[Records drawn from a dataset]
+===+

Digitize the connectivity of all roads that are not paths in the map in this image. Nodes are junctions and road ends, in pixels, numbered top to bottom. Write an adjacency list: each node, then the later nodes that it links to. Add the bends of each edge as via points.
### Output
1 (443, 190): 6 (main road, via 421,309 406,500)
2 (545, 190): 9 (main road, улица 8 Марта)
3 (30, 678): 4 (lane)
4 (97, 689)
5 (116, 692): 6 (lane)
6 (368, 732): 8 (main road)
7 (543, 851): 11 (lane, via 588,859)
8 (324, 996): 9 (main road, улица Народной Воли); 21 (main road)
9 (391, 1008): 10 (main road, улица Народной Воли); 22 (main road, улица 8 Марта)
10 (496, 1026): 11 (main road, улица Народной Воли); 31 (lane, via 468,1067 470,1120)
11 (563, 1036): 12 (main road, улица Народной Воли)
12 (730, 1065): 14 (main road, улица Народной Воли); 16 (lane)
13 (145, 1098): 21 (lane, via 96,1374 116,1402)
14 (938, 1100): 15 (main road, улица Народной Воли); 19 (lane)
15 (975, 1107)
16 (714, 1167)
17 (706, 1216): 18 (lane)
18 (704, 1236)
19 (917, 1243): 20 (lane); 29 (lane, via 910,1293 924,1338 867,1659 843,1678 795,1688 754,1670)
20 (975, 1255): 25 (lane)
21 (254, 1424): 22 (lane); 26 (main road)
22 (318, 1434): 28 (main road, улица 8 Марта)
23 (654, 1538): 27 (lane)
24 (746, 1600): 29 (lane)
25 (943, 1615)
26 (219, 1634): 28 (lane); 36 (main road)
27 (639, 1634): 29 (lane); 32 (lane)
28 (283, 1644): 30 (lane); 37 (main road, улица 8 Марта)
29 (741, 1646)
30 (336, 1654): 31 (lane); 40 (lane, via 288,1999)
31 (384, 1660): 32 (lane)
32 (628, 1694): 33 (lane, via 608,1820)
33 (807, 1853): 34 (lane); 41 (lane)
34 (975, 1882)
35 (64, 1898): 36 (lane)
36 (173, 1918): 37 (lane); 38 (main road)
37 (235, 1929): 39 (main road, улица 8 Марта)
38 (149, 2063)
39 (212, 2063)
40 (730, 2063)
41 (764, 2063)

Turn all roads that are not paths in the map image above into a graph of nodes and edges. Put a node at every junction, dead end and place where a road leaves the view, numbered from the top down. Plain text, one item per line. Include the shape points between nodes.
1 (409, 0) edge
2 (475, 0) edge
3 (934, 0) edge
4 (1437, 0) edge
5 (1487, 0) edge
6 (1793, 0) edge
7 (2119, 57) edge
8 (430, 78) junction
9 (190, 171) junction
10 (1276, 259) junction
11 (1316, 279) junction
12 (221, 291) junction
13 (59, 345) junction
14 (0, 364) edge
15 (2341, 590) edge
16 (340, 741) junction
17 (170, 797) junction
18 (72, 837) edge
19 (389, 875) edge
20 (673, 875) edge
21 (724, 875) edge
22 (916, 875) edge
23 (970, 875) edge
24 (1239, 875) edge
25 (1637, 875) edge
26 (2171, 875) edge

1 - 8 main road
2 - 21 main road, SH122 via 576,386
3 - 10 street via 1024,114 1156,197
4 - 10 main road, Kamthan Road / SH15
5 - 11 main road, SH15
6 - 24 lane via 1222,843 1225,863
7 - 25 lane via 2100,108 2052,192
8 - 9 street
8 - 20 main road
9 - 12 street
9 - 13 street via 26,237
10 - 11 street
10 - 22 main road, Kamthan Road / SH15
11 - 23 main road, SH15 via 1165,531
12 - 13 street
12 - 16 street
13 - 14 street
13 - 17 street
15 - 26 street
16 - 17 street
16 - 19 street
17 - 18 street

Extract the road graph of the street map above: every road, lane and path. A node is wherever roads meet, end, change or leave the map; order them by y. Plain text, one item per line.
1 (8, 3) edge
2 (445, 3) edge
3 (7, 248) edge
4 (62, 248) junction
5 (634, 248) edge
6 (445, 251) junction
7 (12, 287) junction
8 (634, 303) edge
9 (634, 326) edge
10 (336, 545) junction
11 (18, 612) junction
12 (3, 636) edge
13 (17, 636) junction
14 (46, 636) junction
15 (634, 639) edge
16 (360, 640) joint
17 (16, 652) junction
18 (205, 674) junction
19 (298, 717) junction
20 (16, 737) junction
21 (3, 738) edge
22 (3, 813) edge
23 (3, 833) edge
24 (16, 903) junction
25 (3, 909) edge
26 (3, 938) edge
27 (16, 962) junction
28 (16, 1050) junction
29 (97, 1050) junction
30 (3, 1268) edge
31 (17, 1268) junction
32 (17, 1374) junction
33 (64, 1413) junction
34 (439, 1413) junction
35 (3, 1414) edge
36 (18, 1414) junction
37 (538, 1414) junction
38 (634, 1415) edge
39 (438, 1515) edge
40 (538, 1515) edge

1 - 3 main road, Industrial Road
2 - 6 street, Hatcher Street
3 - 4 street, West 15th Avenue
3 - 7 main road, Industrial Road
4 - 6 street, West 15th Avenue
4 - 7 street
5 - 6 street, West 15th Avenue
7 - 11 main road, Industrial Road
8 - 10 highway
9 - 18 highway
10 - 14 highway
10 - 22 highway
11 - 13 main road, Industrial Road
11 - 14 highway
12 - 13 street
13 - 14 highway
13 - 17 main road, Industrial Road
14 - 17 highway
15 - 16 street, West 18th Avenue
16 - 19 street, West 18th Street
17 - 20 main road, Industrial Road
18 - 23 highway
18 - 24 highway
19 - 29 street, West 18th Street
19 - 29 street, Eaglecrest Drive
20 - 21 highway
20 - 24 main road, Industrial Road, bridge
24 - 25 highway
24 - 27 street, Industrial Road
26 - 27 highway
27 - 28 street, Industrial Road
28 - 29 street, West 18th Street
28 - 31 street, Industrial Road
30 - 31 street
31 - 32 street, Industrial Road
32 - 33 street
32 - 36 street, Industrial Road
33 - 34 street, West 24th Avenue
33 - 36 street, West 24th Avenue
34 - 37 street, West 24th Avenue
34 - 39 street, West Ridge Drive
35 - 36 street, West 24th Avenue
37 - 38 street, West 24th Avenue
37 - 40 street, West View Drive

+===+

» **What the task requires**
From the records above, count how many lines hold the string "Drive", then give only that number.

» **Task response**
3